No jet lag for recent grad
VanLiew made a special trip back from Florida to be a part of the ceremony. She got home at 2 a.m. Friday and has to leave on Sunday to go back to Fort Myers, Florida, where she will play volleyball and beach volleyball at Florida Golf Coast University.
This summer, VanLiew has been at FGCU conditioning and working out with a strength coach,.
“It’s a quick trip, but it’s definitely worth it to come and to celebrate this with coach Brown and Kylie,” VanLiew said. “It’s just an awesome award, and it really means a lot to me. I had some very good role models growing up — (former Olympian and current Memphis setter) Faith Myers being one of them — and I just wanted to be that type of role model to other people, and with this award, I saw the impact that I had throughout my high school career, not only as an athlete, but as a person and as a leader.”
VanLiew graduated from East after winning letters all four years in volleyball, swimming and track. She was a state qualifier in swimming in the 100-yard freestyle as a sophomore, a regional qualifier in track in the 400 meters as a junior and senior and All-State in volleyball as a junior and senior.
Last fall, VanLiew was honored as the state winner and a national finalist for the Wendy’s High School Heisman. Last month, she was named The Republic Female Athlete of the Year.

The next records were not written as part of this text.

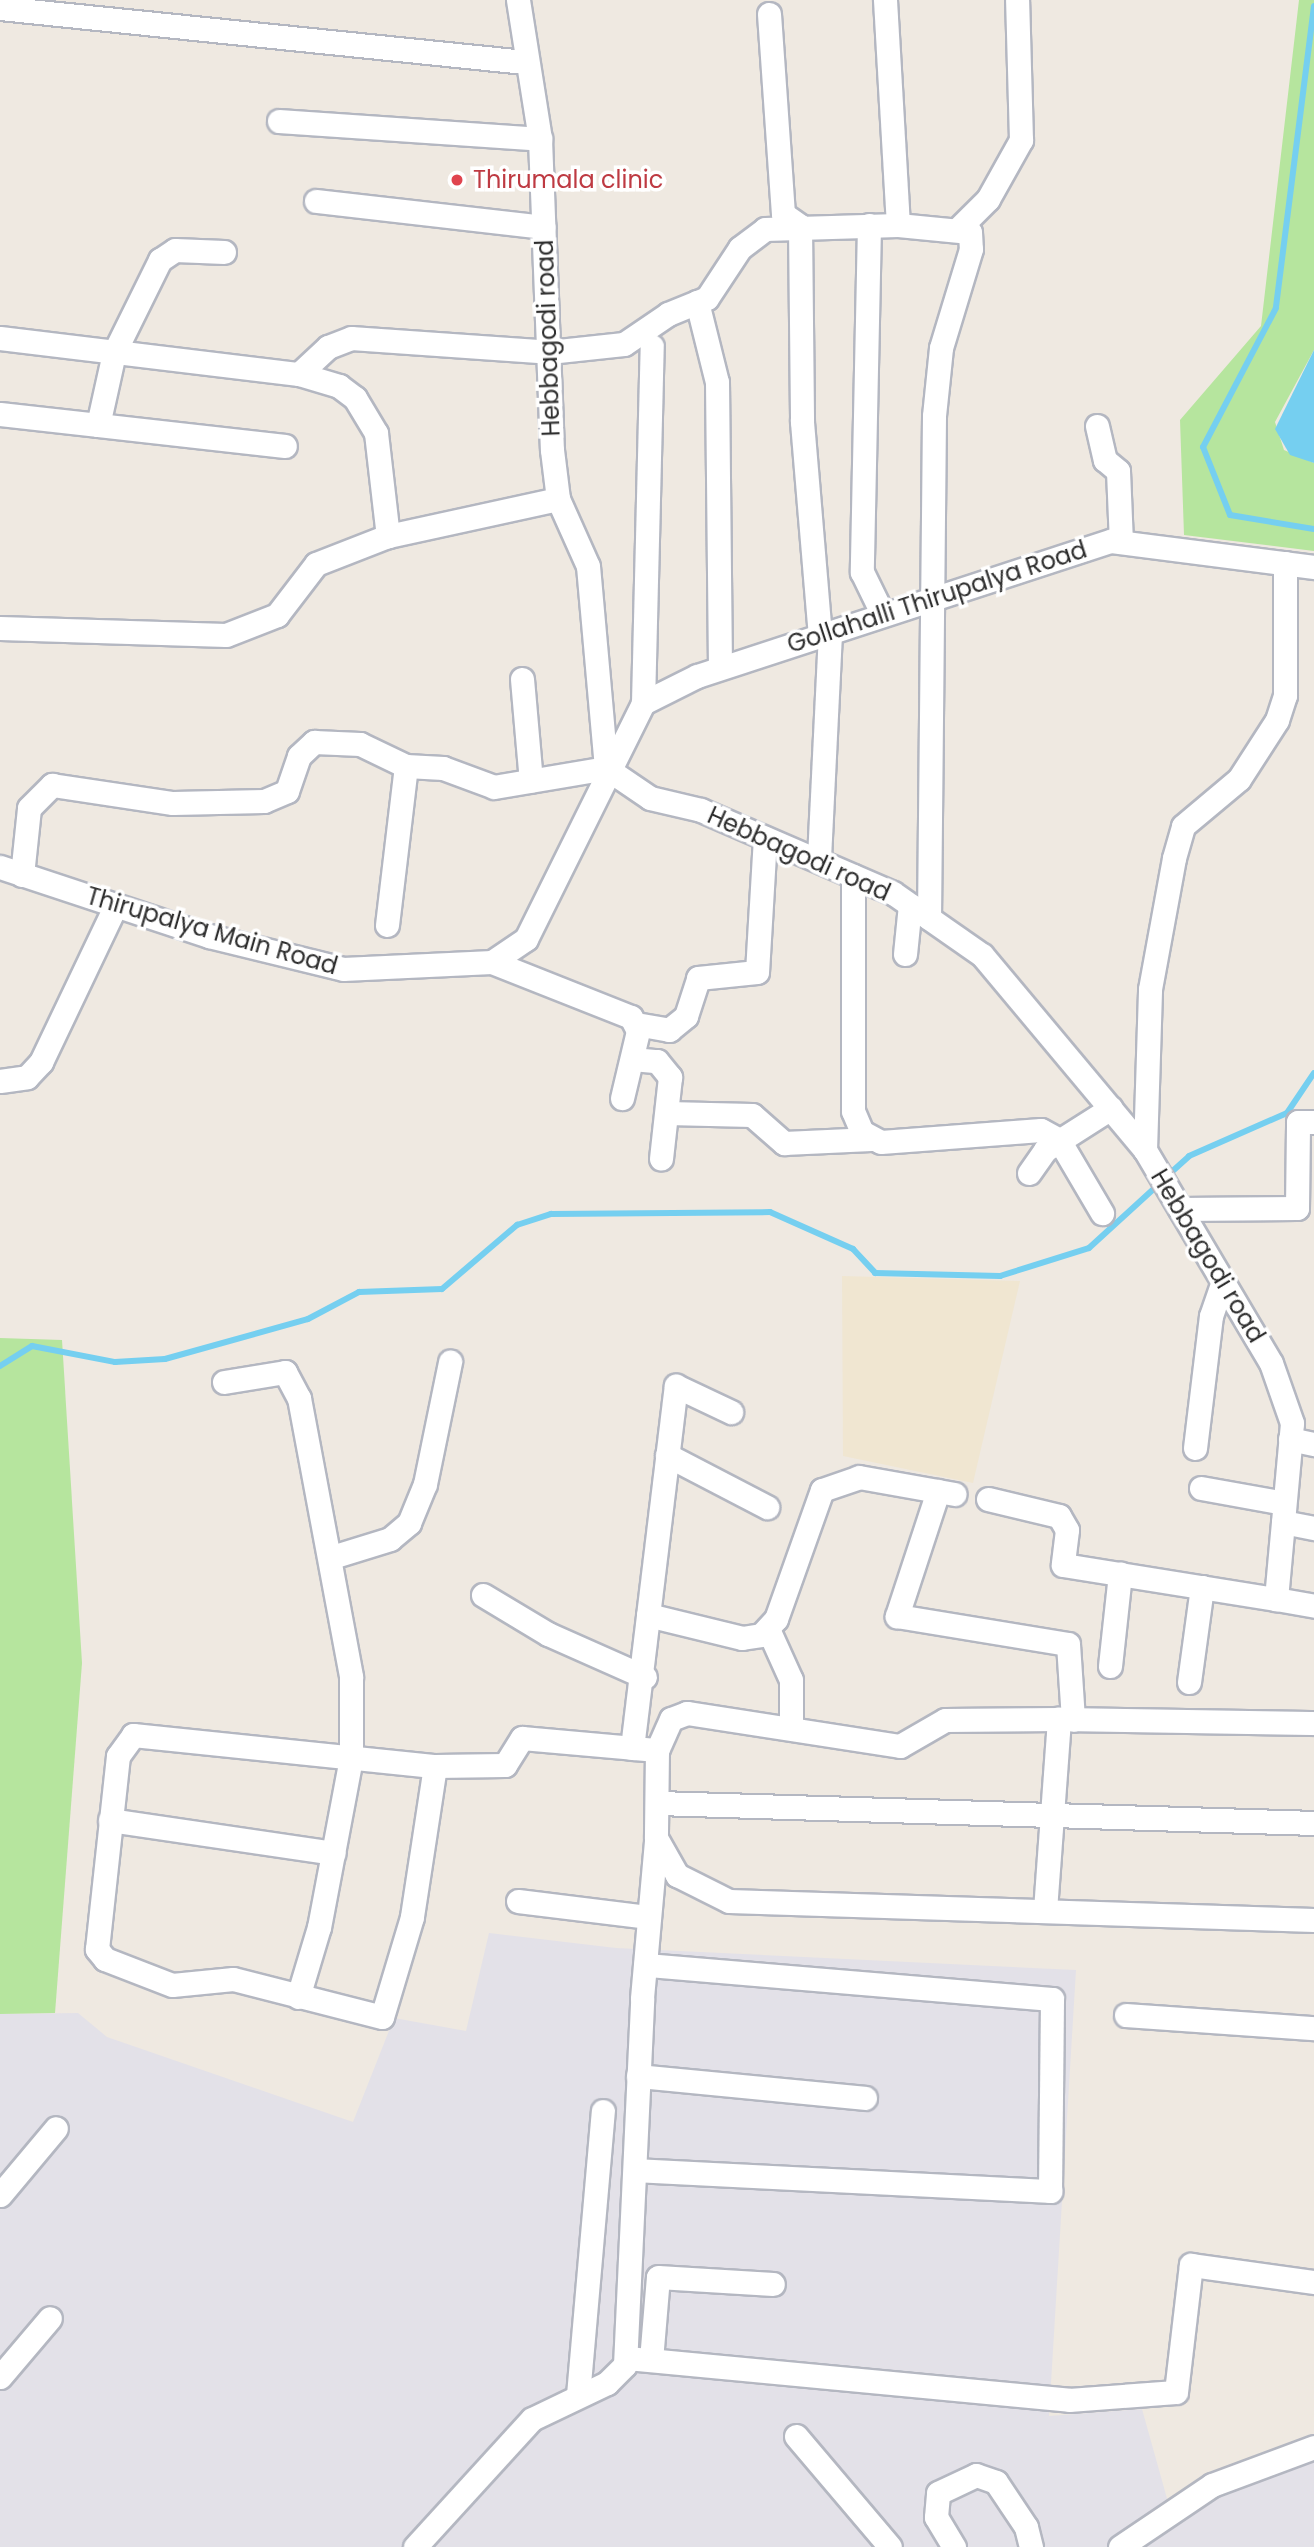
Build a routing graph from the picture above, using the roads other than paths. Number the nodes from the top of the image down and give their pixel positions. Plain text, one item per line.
1 (518, 0) edge
2 (885, 0) edge
3 (1017, 0) edge
4 (0, 8) edge
5 (769, 14) dead end
6 (524, 62) junction
7 (279, 121) dead end
8 (540, 139) junction
9 (316, 201) dead end
10 (869, 225) junction
11 (898, 225) junction
12 (800, 226) junction
13 (544, 227) junction
14 (960, 228) junction
15 (224, 252) dead end
16 (697, 302) junction
17 (0, 338) edge
18 (652, 346) dead end
19 (549, 352) junction
20 (114, 354) junction
21 (299, 374) junction
22 (0, 414) edge
23 (98, 425) junction
24 (1097, 426) dead end
25 (285, 446) dead end
26 (558, 499) junction
27 (388, 536) junction
28 (1121, 542) junction
29 (1285, 563) junction
30 (1314, 567) edge
31 (934, 597) junction
32 (882, 613) junction
33 (0, 628) edge
34 (825, 634) junction
35 (720, 667) junction
36 (522, 679) dead end
37 (643, 703) junction
38 (406, 766) junction
39 (606, 768) junction
40 (531, 781) junction
41 (765, 838) junction
42 (819, 858) junction
43 (0, 867) edge
44 (22, 874) junction
45 (853, 876) junction
46 (910, 905) junction
47 (116, 907) junction
48 (929, 918) junction
49 (387, 926) dead end
50 (905, 954) dead end
51 (492, 962) junction
52 (636, 1024) junction
53 (632, 1059) junction
54 (0, 1081) edge
55 (622, 1098) dead end
56 (1111, 1108) junction
57 (667, 1113) junction
58 (1314, 1122) edge
59 (870, 1139) junction
60 (1059, 1140) junction
61 (1145, 1150) junction
62 (661, 1159) dead end
63 (1029, 1173) dead end
64 (1180, 1209) junction
65 (1102, 1213) dead end
66 (1223, 1282) junction
67 (450, 1362) dead end
68 (224, 1382) dead end
69 (732, 1412) dead end
70 (1290, 1439) junction
71 (1314, 1444) edge
72 (1195, 1448) dead end
73 (667, 1455) junction
74 (1201, 1488) dead end
75 (988, 1499) dead end
76 (767, 1507) dead end
77 (1284, 1513) junction
78 (1314, 1528) edge
79 (332, 1557) junction
80 (1120, 1574) junction
81 (1202, 1587) junction
82 (483, 1595) dead end
83 (1276, 1599) junction
84 (1314, 1606) edge
85 (648, 1615) junction
86 (768, 1629) junction
87 (1110, 1665) dead end
88 (645, 1677) junction
89 (1189, 1682) dead end
90 (1066, 1720) junction
91 (1314, 1723) edge
92 (791, 1727) junction
93 (632, 1748) junction
94 (657, 1750) junction
95 (351, 1758) junction
96 (435, 1766) junction
97 (657, 1803) junction
98 (1052, 1815) junction
99 (110, 1819) junction
100 (1314, 1824) edge
101 (656, 1838) junction
102 (334, 1853) junction
103 (518, 1901) dead end
104 (1045, 1910) junction
105 (649, 1917) junction
106 (1314, 1920) edge
107 (645, 1965) junction
108 (298, 1997) junction
109 (1126, 2015) dead end
110 (1314, 2028) edge
111 (638, 2077) junction
112 (865, 2098) dead end
113 (603, 2111) dead end
114 (56, 2128) dead end
115 (635, 2170) junction
116 (0, 2195) edge
117 (1314, 2282) edge
118 (773, 2284) dead end
119 (50, 2318) dead end
120 (627, 2358) junction
121 (651, 2360) junction
122 (0, 2377) edge
123 (578, 2395) junction
124 (796, 2436) dead end
125 (1314, 2447) edge
126 (415, 2547) edge
127 (890, 2547) edge
128 (954, 2547) edge
129 (1031, 2547) edge
130 (1120, 2547) edge

1 - 6 street, Hebbagodi road
2 - 11 street
3 - 14 street
4 - 6 street
5 - 12 street
6 - 8 street, Hebbagodi road
7 - 8 street
8 - 13 street, Hebbagodi road
9 - 13 street
10 - 11 street
10 - 12 street
10 - 32 street
11 - 14 street
12 - 16 street
12 - 34 street
13 - 19 street, Hebbagodi road
14 - 31 street
15 - 20 street
16 - 19 street
16 - 35 street
17 - 20 street
18 - 37 street
19 - 21 street
19 - 26 street, Hebbagodi road
20 - 21 street
20 - 23 street
21 - 27 street
22 - 23 street
23 - 25 street
24 - 28 street
26 - 27 street
26 - 39 street, Hebbagodi road
27 - 33 street
28 - 29 street, Gollahalli Thirupalya Road
28 - 31 street, Gollahalli Thirupalya Road
29 - 30 street, Gollahalli Thirupalya Road
29 - 61 street
31 - 32 street, Gollahalli Thirupalya Road
31 - 48 street
32 - 34 street, Gollahalli Thirupalya Road
34 - 35 street, Gollahalli Thirupalya Road
34 - 42 street
35 - 37 street, Gollahalli Thirupalya Road
36 - 40 street
37 - 39 street
38 - 40 street
38 - 44 street
38 - 49 street
39 - 40 street
39 - 41 street, Hebbagodi road
39 - 51 street
41 - 42 street, Hebbagodi road
41 - 52 street
42 - 45 street, Hebbagodi road
43 - 44 street, Thirupalya Main Road
44 - 47 street, Thirupalya Main Road
45 - 46 street, Hebbagodi road
45 - 59 street
46 - 48 street, Hebbagodi road
46 - 50 street
47 - 51 street, Thirupalya Main Road
47 - 54 street
48 - 56 street, Hebbagodi road
51 - 52 street
52 - 53 street
53 - 55 street
53 - 57 street
56 - 60 street
56 - 61 street, Hebbagodi road
57 - 59 street
57 - 62 street
58 - 64 street
59 - 60 street
60 - 63 street
60 - 65 street
61 - 64 street, Hebbagodi road
64 - 66 street, Hebbagodi road
66 - 70 street, Hebbagodi road
66 - 72 street
67 - 79 street
68 - 79 street
69 - 73 street
70 - 71 street
70 - 77 street, Hebbagodi road
73 - 76 street
73 - 85 street
74 - 77 street
75 - 80 street
77 - 78 street
77 - 83 street, Hebbagodi road
79 - 95 street
80 - 81 street
80 - 87 street
81 - 83 street
81 - 89 street
82 - 88 street
83 - 84 street
85 - 86 street
85 - 88 street
86 - 90 street
86 - 92 street
88 - 93 street
90 - 91 street
90 - 92 street
90 - 98 street
92 - 94 street
93 - 94 street
93 - 96 street
94 - 97 street
95 - 96 street
95 - 99 street
95 - 102 street
96 - 108 street
97 - 98 street
97 - 101 street
98 - 100 street
98 - 104 street
99 - 102 street
99 - 108 street
101 - 104 street
101 - 105 street
102 - 108 street
103 - 105 street
104 - 106 street
105 - 107 street
107 - 111 street
107 - 115 street
109 - 110 street
111 - 112 street
111 - 115 street
113 - 123 street
114 - 116 street
115 - 120 street
117 - 121 street
118 - 121 street
119 - 122 street
120 - 121 street
120 - 123 street
123 - 126 street
124 - 127 street
125 - 130 street
128 - 129 street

VanLiew was introduced by her two head volleyball coaches during her time at East. Faith Wilder-Newland coached her in the East Columbus club program and was the Olympians’ coach during VanLiew’s first two years.
“Think in your mind about the one person who just exudes energy and enthusiasm and always has a smile on her face and never seemed to have a bad day,” Wilder-Newland said. “If you know Cortney well, then you know that she is that kind of person. It seemed to lift everybody up, even the coaching staff, to see a kid like Cortney come into the gym. … She just has that magnetism that people want to be around her.”
Stacie Pagnard coached VanLiew the past two years. Pagnard noted that one of the seven ideals that shape the Jack Cramer Award is maximum effort, and she said VanLiew not only emphasizes that ideal with her physical play, but also with her mindset.
Pagnard said VanLiew’s greatest gift is her leadership and selflessness.
“She has imprinted the minds and hearts of all who have played with her and against her and coached her,” Pagnard said. “She leads with empathy for those being led while possessing an innate passion for competition that is second to none. Even as the most decorated athlete in Columbus East history, Cortney’s story is just beginning. I have no doubt that she will continue to crush the goals she has set in front of her.”